La investigación y desarrollo de nuevos tratamientos pediátricos sufre un retraso en relación con la que beneficia a los adultos. ¿Ha habido avances destacados en los últimos tiempos?
A mediados de 2007 salieron al mercado las primeras DFC (dosis fijas combinadas) pediátricas en forma de pastillas, que aunque han tenido mucha dificultad a la hora de implementarse en el terreno, son un primer paso para facilitar la correcta dosificación del tratamiento de los niños. Las presentaciones en jarabe dificultan este aspecto tan importante para el tratamiento y aumentan el riesgo de resistencias, si las mamás o cuidadores de los niños no son capaces de dosificar correctamente. Hay que resaltar que estas primeras dosis fijas combinadas provienen de laboratorios genéricos. Para los adultos hay mucha más variedad. Es como si los niños de los países en desarrollo no hubiesen interesado al mercado farmacéutico. Además faltan más estudios de fármacos en niños. Apenas contamos con investigaciones que permitan albergar la posibilidad de que los medicamentos nuevos vengan en formulaciones pediátricas. Cuanto tienes pacientes de edades que se cuentan en semanas, es crucial disponer de dosificaciones adecuadas.

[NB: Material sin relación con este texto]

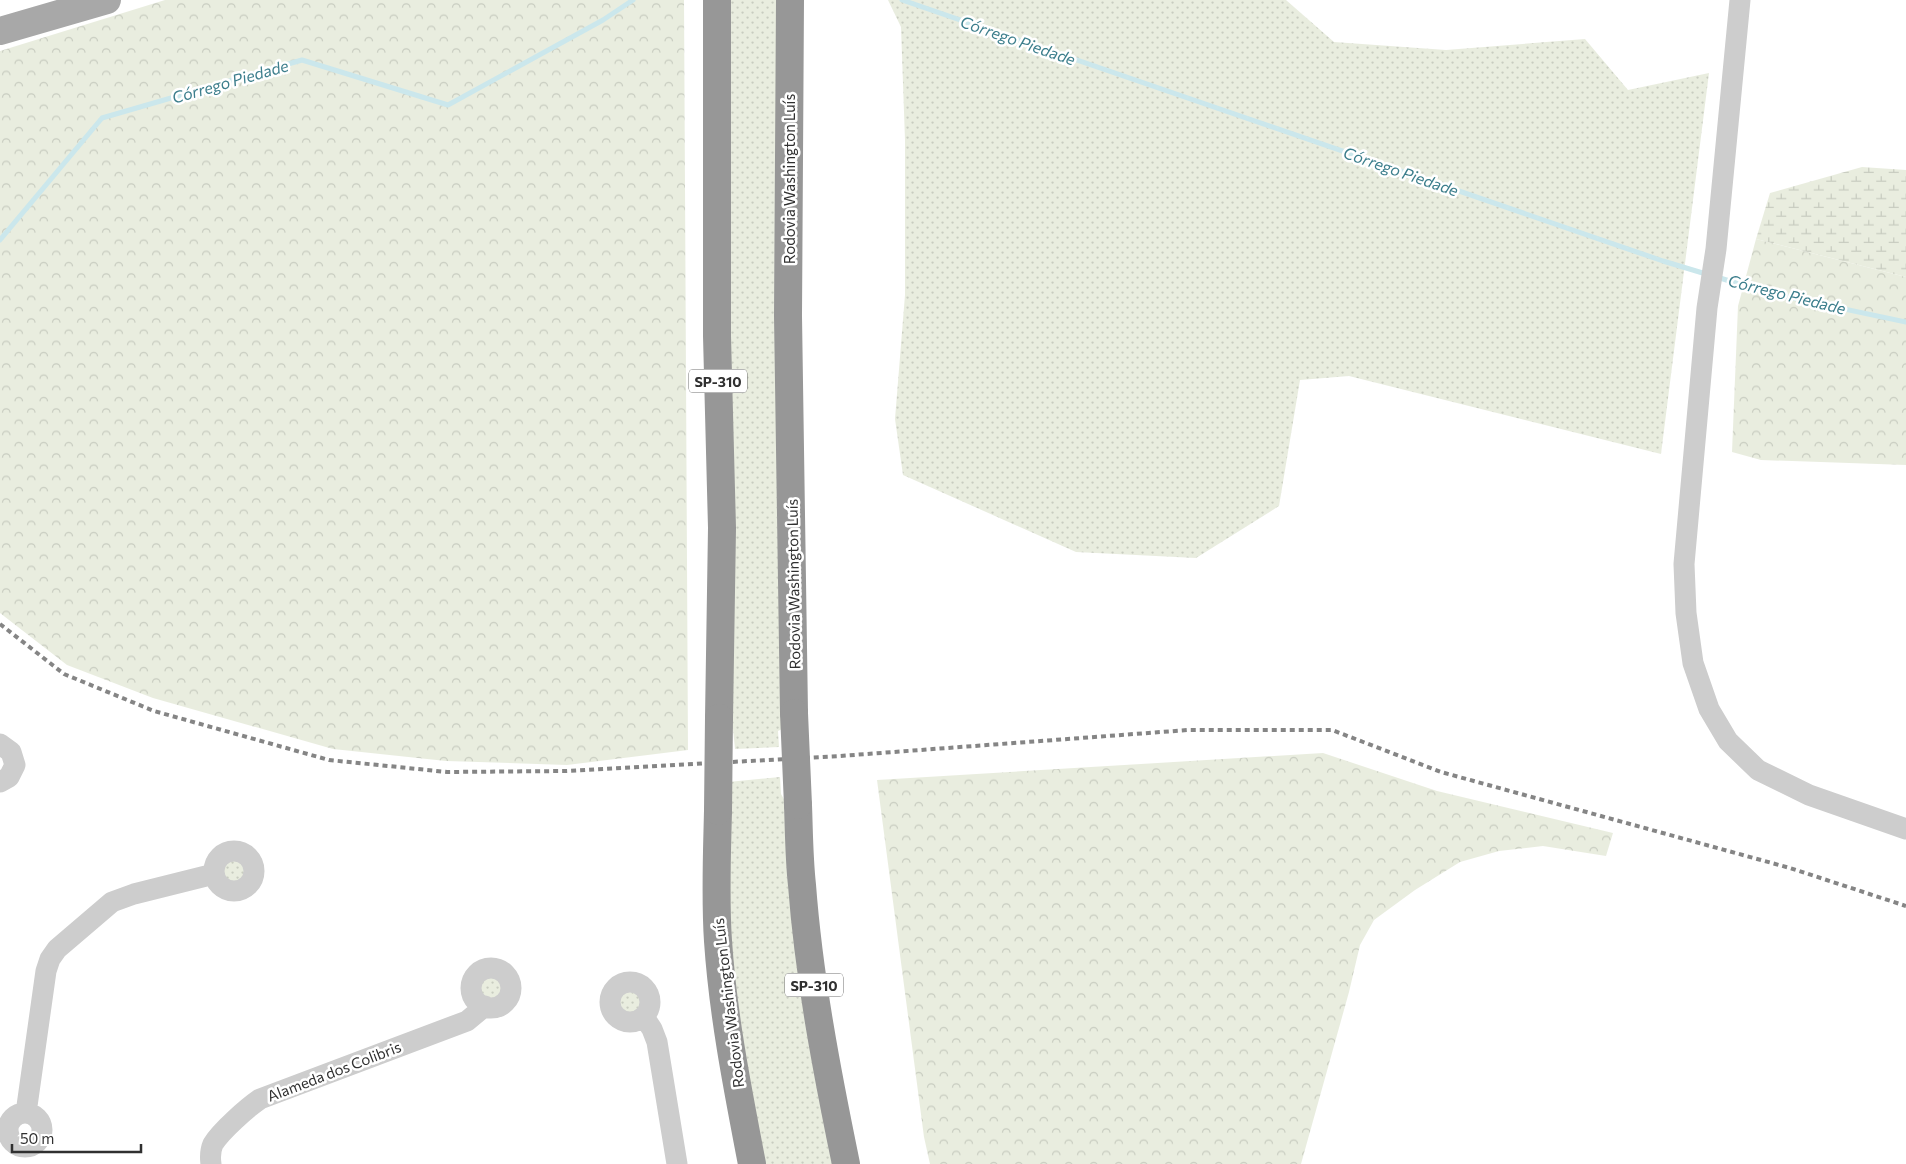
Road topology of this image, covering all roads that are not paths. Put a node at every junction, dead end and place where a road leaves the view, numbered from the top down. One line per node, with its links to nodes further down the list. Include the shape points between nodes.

Si existen aún grandes deficiencias en la lucha contra la infección del VIH/sida en los niños, ¿ocurre lo mismo en cuanto a las enfermedades oportunistas que afectan a los más pequeños?

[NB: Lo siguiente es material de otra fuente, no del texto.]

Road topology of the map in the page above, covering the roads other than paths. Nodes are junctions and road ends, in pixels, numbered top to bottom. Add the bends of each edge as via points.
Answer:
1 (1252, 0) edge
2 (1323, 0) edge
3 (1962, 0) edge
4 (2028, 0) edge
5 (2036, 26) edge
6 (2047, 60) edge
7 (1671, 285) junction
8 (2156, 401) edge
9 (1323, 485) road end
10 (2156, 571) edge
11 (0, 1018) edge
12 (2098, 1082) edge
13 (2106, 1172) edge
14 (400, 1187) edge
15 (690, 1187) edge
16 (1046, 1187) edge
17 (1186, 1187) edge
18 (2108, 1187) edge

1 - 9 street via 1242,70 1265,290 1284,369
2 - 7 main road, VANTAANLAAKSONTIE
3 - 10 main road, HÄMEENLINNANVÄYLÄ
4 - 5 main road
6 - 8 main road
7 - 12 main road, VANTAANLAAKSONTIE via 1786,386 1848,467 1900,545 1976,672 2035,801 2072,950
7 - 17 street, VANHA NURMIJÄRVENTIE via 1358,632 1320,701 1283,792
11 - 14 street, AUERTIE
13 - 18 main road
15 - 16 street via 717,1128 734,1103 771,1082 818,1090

En el caso de la tuberculosis es especialmente relevante la deficiencia que apuntas. El mayor reto al que nos enfrentamos en este aspecto es el diagnóstico de la tuberculosis ya que los niños no son capaces producir muestras válidas (de esputo) para el diagnóstico por microscopio que es el que se usa habitualmente. A esto se suma que el diagnóstico por esputo en los pacientes seropositivos, independientemente de la edad, son poco sensibles. Esto obliga a que muchos de los diagnósticos se basen en sospechas clínicas, especialmente en la mayoría de los contextos del África subsahariana.

¿Sin embargo, MSF tiene experiencias positivas en contextos que presentan dificultades humanas y materiales. Cómo se puede llevar a cabo un programa de VIH/sida pediátrico que incluya tratamiento antiretroviral con buenos resultados?
El ejemplo más significativo está en el programa que el Ministerio de Salud de Zimbabue y MSF llevan a cabo en la clínica pediátrica de Bulawayo donde casi 2.000 niños están en tratamiento ARV. El contexto actual de Zimbabue en el que predomina una fuerte crisis económica y una falta de recursos humanos importante, la voluntad para poner en marcha una estrategia simplificada sin que ello merme la calidad de la atención, ha sido clave para garantizar el acceso de los niños al programa. La atención sanitaria y psico social, así como el enfoque de acceso a tratamiento familiar, también influyen en que funcione en gran medida la adherencia al tratamiento de estos niños.

¿Por lo tanto, existen motivos para esperar mejoras significativas en la lucha contra el sida pediátrico?
Entre los 100.000 pacientes de SIDA que MSF trata en unos 20 países, se encuentran más de 10.000 niños. Cada uno de estos pequeños, como los que se tratan con éxito en Zimbabue son una buena razón para esperar que la situación de acceso a diagnóstico y tratamiento precoz mejore cuanto antes.